Theoretical Chemistry Group, CMI, Debye Institute for Nanomaterials Science, Utrecht University, Princetonplein 1, 3584 CC Utrecht, The Netherlands.
J Comput Chem. 2012 Mar 30;33(8):911-3; discussion 914-5. doi: 10.1002/jcc.22924. Epub 2012 Jan 25.
We comment on the paper [Song et al., J. Comput. Chem. 2009, 30, 399]. and discuss the efficiency of the orbital optimization and gradient evaluation in the Valence Bond Self Consistent Field (VBSCF) method. We note that Song et al. neglect to properly reference Broer et al., who published an algorithm [Broer and Nieuwpoort, Theor. Chim.
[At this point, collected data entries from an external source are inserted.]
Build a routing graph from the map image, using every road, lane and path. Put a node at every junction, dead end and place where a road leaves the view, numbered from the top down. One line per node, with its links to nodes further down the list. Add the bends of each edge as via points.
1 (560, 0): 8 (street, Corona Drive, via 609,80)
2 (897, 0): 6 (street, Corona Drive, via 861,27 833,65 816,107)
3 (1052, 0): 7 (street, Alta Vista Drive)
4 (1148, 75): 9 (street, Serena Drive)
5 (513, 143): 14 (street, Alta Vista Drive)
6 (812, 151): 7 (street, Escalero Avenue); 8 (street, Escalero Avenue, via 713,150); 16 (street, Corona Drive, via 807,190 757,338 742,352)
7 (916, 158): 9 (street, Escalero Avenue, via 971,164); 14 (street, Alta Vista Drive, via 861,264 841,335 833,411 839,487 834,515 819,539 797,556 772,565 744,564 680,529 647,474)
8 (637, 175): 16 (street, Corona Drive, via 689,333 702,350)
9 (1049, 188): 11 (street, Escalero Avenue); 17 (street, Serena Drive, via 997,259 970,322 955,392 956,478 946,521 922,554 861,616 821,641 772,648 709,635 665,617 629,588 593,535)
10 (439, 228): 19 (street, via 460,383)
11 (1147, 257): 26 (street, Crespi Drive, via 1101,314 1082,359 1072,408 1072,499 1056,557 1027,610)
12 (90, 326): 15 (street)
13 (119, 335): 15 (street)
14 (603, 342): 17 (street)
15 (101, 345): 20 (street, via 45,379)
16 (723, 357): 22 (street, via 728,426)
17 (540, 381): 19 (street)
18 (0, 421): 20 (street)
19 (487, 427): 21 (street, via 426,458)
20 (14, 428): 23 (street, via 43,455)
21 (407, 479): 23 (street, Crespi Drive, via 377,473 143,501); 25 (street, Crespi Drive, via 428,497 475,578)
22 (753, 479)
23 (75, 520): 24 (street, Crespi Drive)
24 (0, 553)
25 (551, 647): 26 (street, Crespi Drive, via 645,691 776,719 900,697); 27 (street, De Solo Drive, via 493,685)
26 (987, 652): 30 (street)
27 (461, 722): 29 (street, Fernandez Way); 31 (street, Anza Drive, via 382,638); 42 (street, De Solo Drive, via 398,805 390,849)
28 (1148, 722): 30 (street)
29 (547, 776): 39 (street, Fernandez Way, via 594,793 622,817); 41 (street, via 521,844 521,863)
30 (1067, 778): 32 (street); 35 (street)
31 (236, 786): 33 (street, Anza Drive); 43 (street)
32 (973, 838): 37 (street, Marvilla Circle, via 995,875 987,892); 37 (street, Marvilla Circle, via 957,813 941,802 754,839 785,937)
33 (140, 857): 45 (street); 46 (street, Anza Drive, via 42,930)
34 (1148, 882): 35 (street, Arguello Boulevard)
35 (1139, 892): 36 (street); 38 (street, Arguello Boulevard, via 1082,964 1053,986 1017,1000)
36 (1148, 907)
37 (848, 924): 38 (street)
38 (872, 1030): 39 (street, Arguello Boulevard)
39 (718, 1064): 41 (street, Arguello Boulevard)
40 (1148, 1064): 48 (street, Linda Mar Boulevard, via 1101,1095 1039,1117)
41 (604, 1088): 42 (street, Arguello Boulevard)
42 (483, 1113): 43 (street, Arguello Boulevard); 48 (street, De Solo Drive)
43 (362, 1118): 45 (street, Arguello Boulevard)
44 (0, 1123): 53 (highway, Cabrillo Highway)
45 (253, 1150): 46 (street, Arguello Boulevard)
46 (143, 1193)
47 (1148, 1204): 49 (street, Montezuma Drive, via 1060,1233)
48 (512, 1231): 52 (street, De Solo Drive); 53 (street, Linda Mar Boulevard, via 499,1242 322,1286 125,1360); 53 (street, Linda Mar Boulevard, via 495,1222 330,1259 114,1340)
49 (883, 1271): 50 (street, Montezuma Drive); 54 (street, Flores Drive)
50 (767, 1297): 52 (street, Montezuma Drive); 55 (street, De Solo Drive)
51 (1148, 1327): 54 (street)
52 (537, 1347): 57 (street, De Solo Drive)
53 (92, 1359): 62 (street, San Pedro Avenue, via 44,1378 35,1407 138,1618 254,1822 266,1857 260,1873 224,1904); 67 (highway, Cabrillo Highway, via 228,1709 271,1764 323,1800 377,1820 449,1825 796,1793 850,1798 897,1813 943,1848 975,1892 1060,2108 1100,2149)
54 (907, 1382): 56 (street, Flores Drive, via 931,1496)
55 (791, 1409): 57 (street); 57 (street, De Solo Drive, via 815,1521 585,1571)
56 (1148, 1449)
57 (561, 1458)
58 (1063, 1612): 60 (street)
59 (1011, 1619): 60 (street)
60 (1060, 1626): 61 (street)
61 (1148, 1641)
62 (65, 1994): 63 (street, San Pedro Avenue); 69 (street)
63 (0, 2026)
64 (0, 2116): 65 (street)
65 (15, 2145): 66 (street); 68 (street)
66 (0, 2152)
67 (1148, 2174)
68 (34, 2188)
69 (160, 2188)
Acta 1988, 73, 405] to use a Fock matrix to compute a matrix element between two different determinants, which can be used for an orbital optimization. Further, Song et al. publish a misleading comparison with our VBSCF algorithm [Dijkstra and van Lenthe, J. Chem. Phys. 2000, 113, 2100; van Lenthe et al., Mol. Phys. 1991, 73, 1159] to enable them to favorably compare their algorithm with ours. We give detail timings in terms of different orbital types in the calculation and actual timings for the example cases.
我们评论了 [Song 等人,J. Comput. Chem. 2009, 30, 399] 这篇论文,并讨论了价键自洽场 (VBSCF) 方法中轨道优化和梯度评估的效率。我们注意到 Song 等人没有正确引用 Broer 等人的工作,后者发表了一种算法 [Broer 和 Nieuwpoort,Theor. Chim. Acta 1988, 73, 405],用于使用 Fock 矩阵计算两个不同行列式之间的矩阵元,这可用于轨道优化。此外,Song 等人发表了一项具有误导性的比较,将他们的算法与我们的 VBSCF 算法 [Dijkstra 和 van Lenthe,J. Chem. Phys. 2000, 113, 2100;van Lenthe 等人,Mol. Phys. 1991, 73, 1159] 进行比较,以便能够有利地比较他们的算法与我们的算法。我们给出了计算中不同轨道类型的详细时间和实际示例案例的时间。